Comme avec Daouda, c'est en allumant ma box télé internet pré-réglée sur Melody d'Afrique que je suis tombé au milieu de cette chanson. J'ai notamment été impressionné par le jeu de guitare d'Amadou sur cette prise en direct, sachant qu'il assure aussi le chant. J'ai été surpris de voir à la fin que la chanson était titrée en anglais et que ce titre était le même que celui du classique de 1980 de Talking Heads.
Ça n'a pas suffi pourtant pour que j'ai le déclic. Pour moi, j'avais entendu une chanson originale d'Amadou et Mariam. Ce n'est que le lendemain, quand j'ai cherché à la réécouter et à voir sur quel disque on la trouve (aucun...) que j'ai bien dû me rendre à l'évidence : le Once in a lifetime d'Amadou et Mariam est une reprise de Talking Heads.

D'abord, il faut dire qu'Amadou et Mariam ne chantent pas la chanson en anglais (plutôt en bambara, je suppose). Je ne sais pas s'ils ont traduit les paroles, mais vu le contexte, je parierais bien que ce sont des paroles originales.
Les autres musiciens sont excellents eux aussi, mais c'est la guitare qui porte le morceau. Le riff de base, c'est carrément du rock and roll le plus basique possible. C'est pas Louie Louie, mais on en n'est pas loin.
Ce que je reconnais le mieux de la chanson originale, ce sont les refrains ("Letting the days go by..."). Pour le reste, je me dis que ce sont les couplets qu'ils chantent en duo. Mais, comme indiqué sur la page Dailymotion, il s'agit vraiment d'une réinterprétation complète, pas d'une simple reprise, et, sans manquer d'honnêteté, je n'aurais rien trouvé à redire si Amadou et Mariam s'étaient attribués cette chanson.

On sait que  des musiques d'Afrique ont largement influencé la création de l'album des Talking Heads.
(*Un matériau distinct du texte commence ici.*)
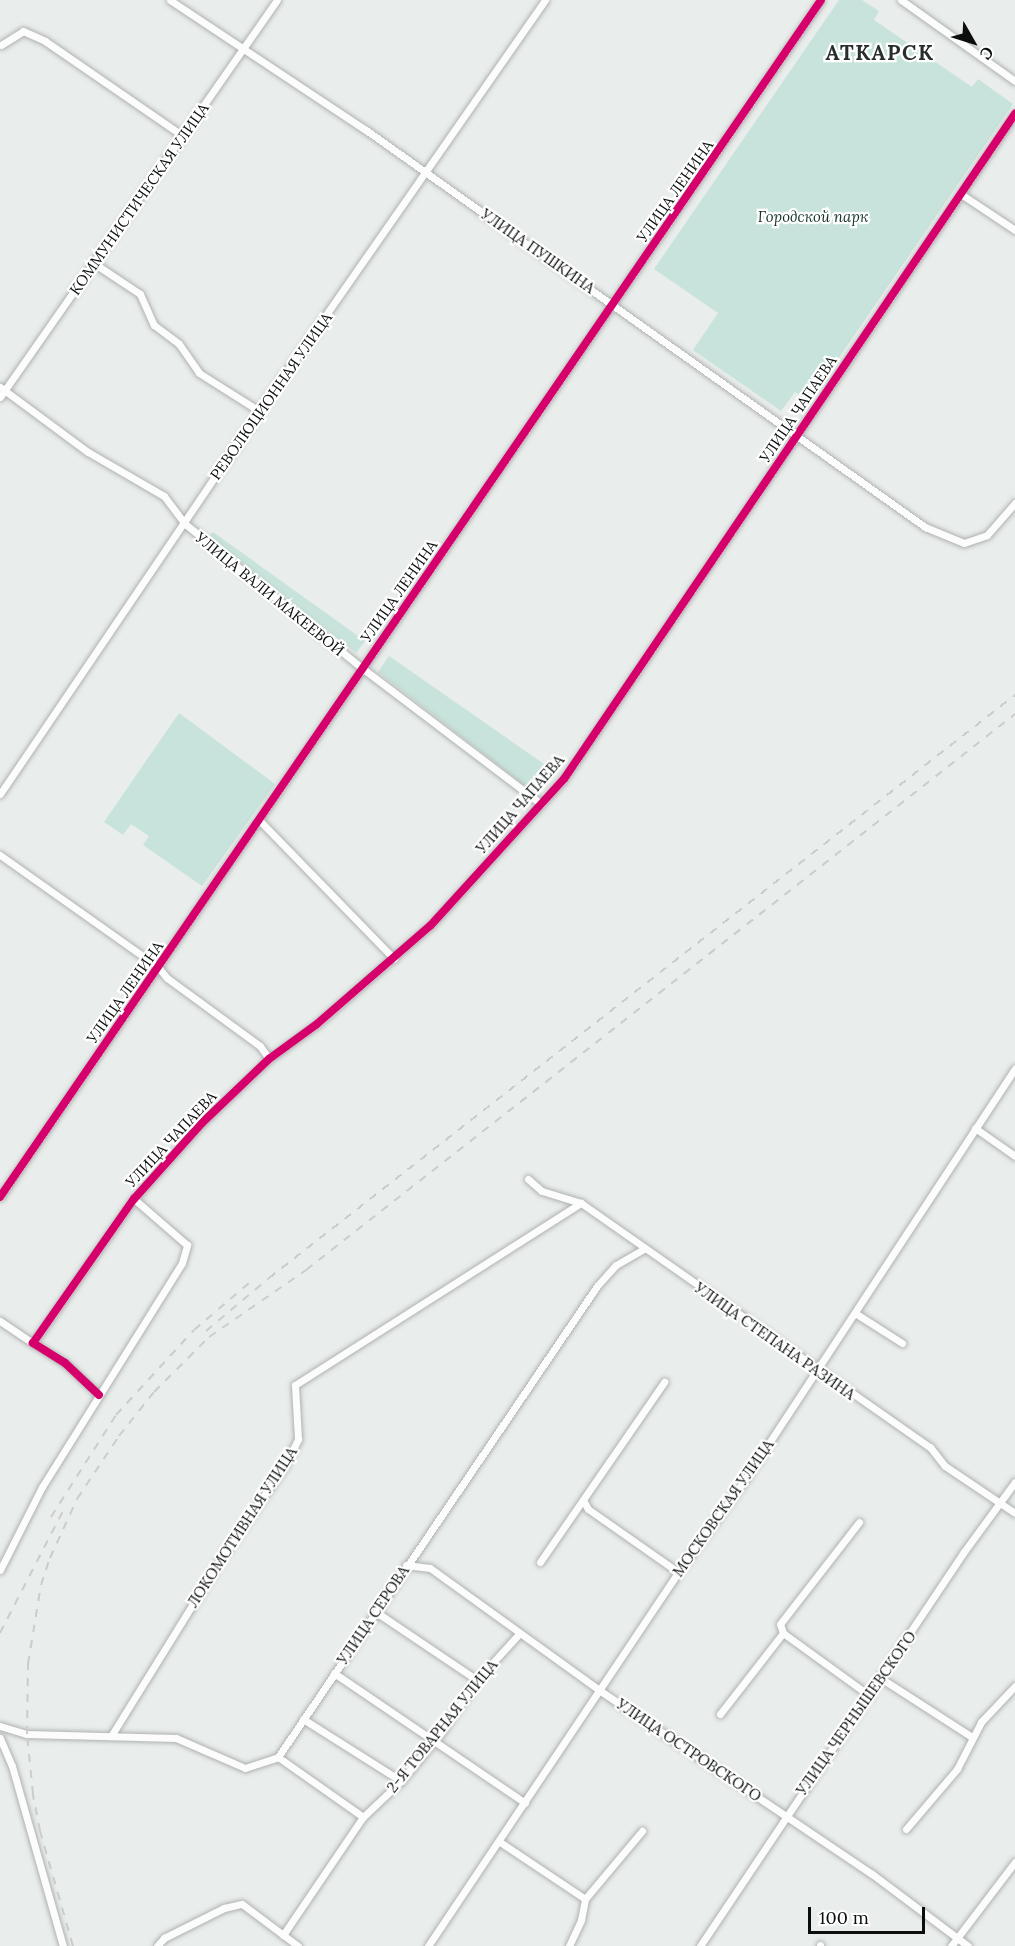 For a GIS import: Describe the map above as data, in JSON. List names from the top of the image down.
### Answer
{
  "streets": {
    "street": [
      "УЛИЦА ЛЕНИНА",
      "КОММУНИСТИЧЕСКАЯ УЛИЦА",
      "УЛИЦА ПУШКИНА",
      "РЕВОЛЮЦИОННАЯ УЛИЦА",
      "УЛИЦА ЧАПАЕВА",
      "УЛИЦА ВАЛИ МАКЕЕВОЙ",
      "УЛИЦА СТЕПАНА РАЗИНА",
      "МОСКОВСКАЯ УЛИЦА",
      "ЛОКОМОТИВНАЯ УЛИЦА",
      "УЛИЦА СЕРОВА",
      "УЛИЦА ЧЕРНЫШЕВСКОГО",
      "2-Я ТОВАРНАЯ УЛИЦА",
      "УЛИЦА ОСТРОВСКОГО"
    ]
  },
  "crossings": [
    ["УЛИЦА ЛЕНИНА", "УЛИЦА ПУШКИНА"],
    ["УЛИЦА ЛЕНИНА", "УЛИЦА ВАЛИ МАКЕЕВОЙ"],
    ["КОММУНИСТИЧЕСКАЯ УЛИЦА", "УЛИЦА ПУШКИНА"],
    ["КОММУНИСТИЧЕСКАЯ УЛИЦА", "УЛИЦА ВАЛИ МАКЕЕВОЙ"],
    ["УЛИЦА ПУШКИНА", "РЕВОЛЮЦИОННАЯ УЛИЦА"],
    ["УЛИЦА ПУШКИНА", "УЛИЦА ЧАПАЕВА"],
    ["РЕВОЛЮЦИОННАЯ УЛИЦА", "УЛИЦА ВАЛИ МАКЕЕВОЙ"],
    ["УЛИЦА ЧАПАЕВА", "УЛИЦА ВАЛИ МАКЕЕВОЙ"],
    ["УЛИЦА СТЕПАНА РАЗИНА", "МОСКОВСКАЯ УЛИЦА"],
    ["УЛИЦА СТЕПАНА РАЗИНА", "ЛОКОМОТИВНАЯ УЛИЦА"],
    ["УЛИЦА СТЕПАНА РАЗИНА", "УЛИЦА СЕРОВА"],
    ["УЛИЦА СТЕПАНА РАЗИНА", "УЛИЦА ЧЕРНЫШЕВСКОГО"],
    ["МОСКОВСКАЯ УЛИЦА", "УЛИЦА ОСТРОВСКОГО"],
    ["УЛИЦА СЕРОВА", "УЛИЦА ОСТРОВСКОГО"],
    ["УЛИЦА ЧЕРНЫШЕВСКОГО", "УЛИЦА ОСТРОВСКОГО"],
    ["2-Я ТОВАРНАЯ УЛИЦА", "УЛИЦА ОСТРОВСКОГО"]
  ],
  "districts": ["АТКАРСК"],
  "parks": ["Городской парк"],
  "scale_bar": "100 m",
  "north": "bottom right"
} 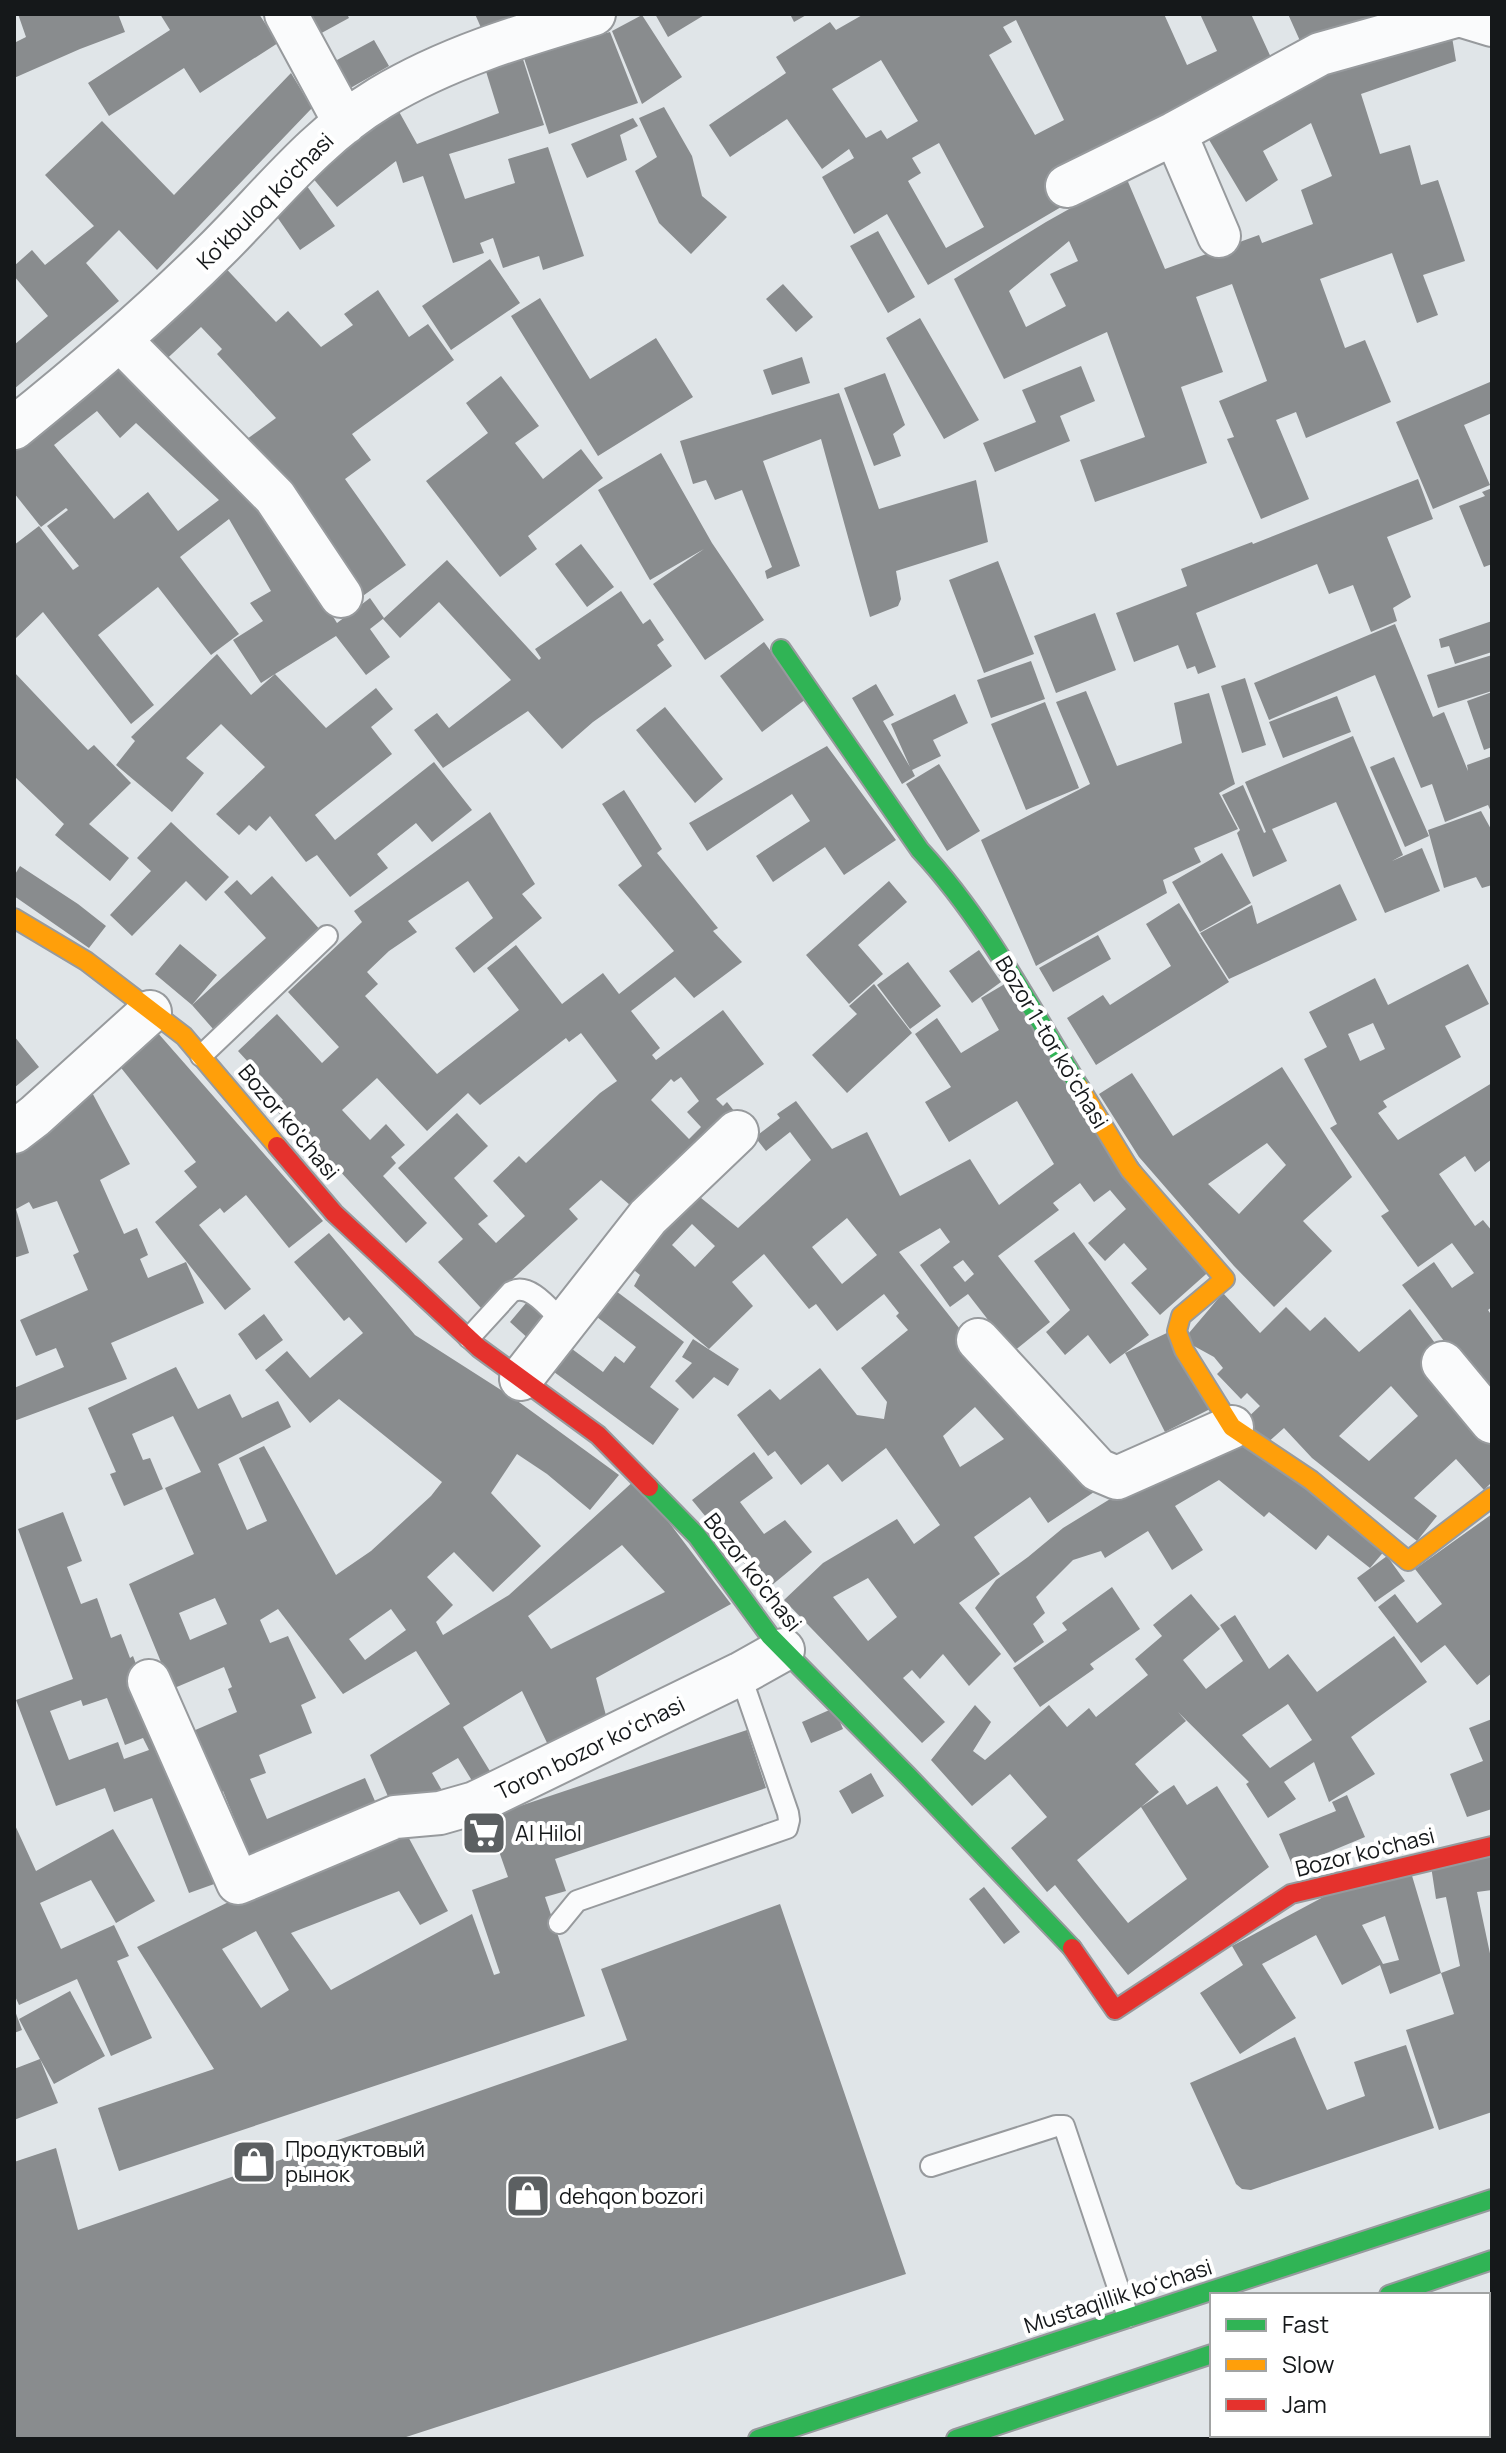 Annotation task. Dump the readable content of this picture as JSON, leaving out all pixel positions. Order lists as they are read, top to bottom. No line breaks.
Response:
{"streets":{"street":["Ko'kbuloq ko'chasi","Bozor 1-tor koʻchasi","Bozor ko'chasi","Toron bozor koʻchasi","Mustaqillik koʻchasi"]},"crossings":[["Bozor ko'chasi","Toron bozor koʻchasi"]],"places":{"supermarket":["Al Hilol"],"shop":["Продуктовый рынок","dehqon bozori"]},"legend":["Fast","Slow","Jam"]} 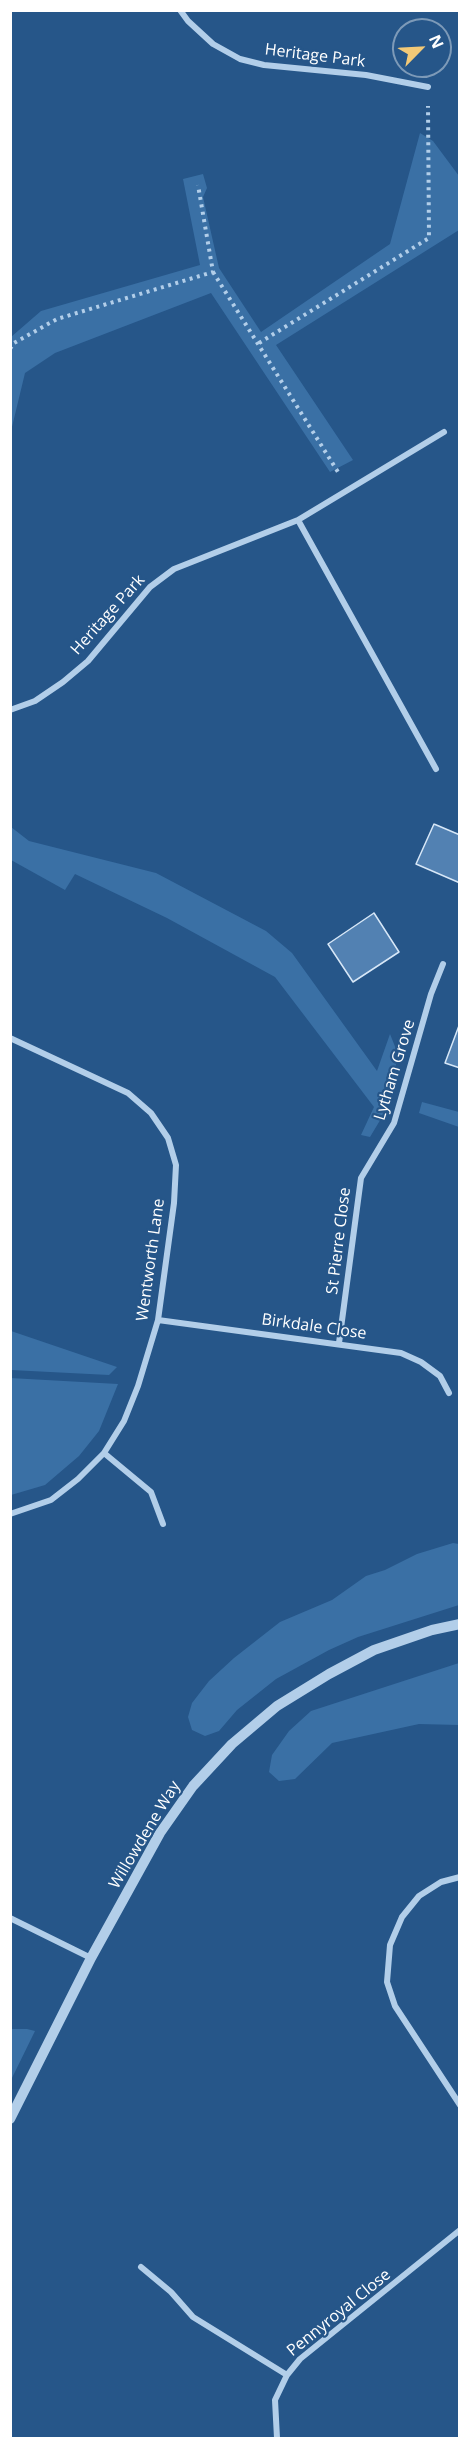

En 2018, Angélique Kidjo a en quelque sorte bouclé la boucle en reprenant intégralement Remain in light. Beaucoup plus proche de l'originale, je trouve son Once in a lifetime moins impressionnant que celui d'Amadou et Mariam..

Un documentaire de Ryan Marley, Amadou et Mariam : Sons du Mali, est sorti en 2025.
Un an après la mort de son époux, Mariam a repris la route. Elle est actuellement en tournée en France pour continuer à chanter Amadou & Mariam.



Amadou & Mariam en Mouv' Session dans Rodéo sur le Mouv' le 5 avril 2012.